America Has A Wish


We regard ‘wish’ as a stand-alone word that doesn’t need props or scaffolding. That is why most wishes don’t come true. We seldom work on the wish: water it like a garden, weed it, do an oil change, put black polish on wheels or wash home windows.

Is that necessary? It is a wish so it will happen miraculously. Working on it turns it into a strategic plan or new year resolution. There’s a phrase/proverb, “When opportunity comes knocking,” if I’m not mistaken. I can only open the door if I’m at home and not on the beach or a train. Don’t say it. Don’t even try to say opportunity knocks with e-mails and direct messages now.

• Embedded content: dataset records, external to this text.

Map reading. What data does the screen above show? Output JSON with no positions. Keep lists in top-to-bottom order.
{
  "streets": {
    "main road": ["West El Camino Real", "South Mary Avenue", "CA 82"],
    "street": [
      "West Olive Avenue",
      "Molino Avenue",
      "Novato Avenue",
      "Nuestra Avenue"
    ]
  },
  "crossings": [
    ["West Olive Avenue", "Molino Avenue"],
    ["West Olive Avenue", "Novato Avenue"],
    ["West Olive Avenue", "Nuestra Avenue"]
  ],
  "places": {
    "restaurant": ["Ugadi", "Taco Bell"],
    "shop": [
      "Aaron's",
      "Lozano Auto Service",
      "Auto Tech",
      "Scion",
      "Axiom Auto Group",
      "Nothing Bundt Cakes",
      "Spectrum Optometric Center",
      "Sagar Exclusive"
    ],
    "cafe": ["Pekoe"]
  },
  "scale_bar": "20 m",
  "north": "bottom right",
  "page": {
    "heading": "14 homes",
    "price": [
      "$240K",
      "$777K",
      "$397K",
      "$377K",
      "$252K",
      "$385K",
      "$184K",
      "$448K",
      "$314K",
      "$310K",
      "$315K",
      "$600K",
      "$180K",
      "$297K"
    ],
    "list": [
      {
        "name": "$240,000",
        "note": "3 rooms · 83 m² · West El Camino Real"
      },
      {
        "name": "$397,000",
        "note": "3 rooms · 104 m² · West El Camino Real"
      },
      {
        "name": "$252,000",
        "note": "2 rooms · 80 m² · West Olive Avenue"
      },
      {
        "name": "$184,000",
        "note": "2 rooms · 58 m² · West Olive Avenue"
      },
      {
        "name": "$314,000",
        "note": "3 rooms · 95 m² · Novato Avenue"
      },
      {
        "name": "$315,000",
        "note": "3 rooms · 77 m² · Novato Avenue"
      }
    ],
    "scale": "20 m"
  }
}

We must enable, or nudge wishes. That is why all those people move to Toronto, New York and LA. They identified their wish then moved to these cities, so that they could open the door faster, should opportunity knock. There are thousands of Canadians that moved to the U.S. for the same reason. Another example. Hong Kong used to be a British colony.  Filmmakers and other professionals moved to Canada before 1 July, 1997. Why? That is when Britain returned Hong Kong to communist China. Professionals were used to freedom of expression and business practices. That’s why they ran away, to preserve their wishes. They believed communism would be antithetical to their wishes.

What does the British proverb say? If wishes were horses, beggars would run.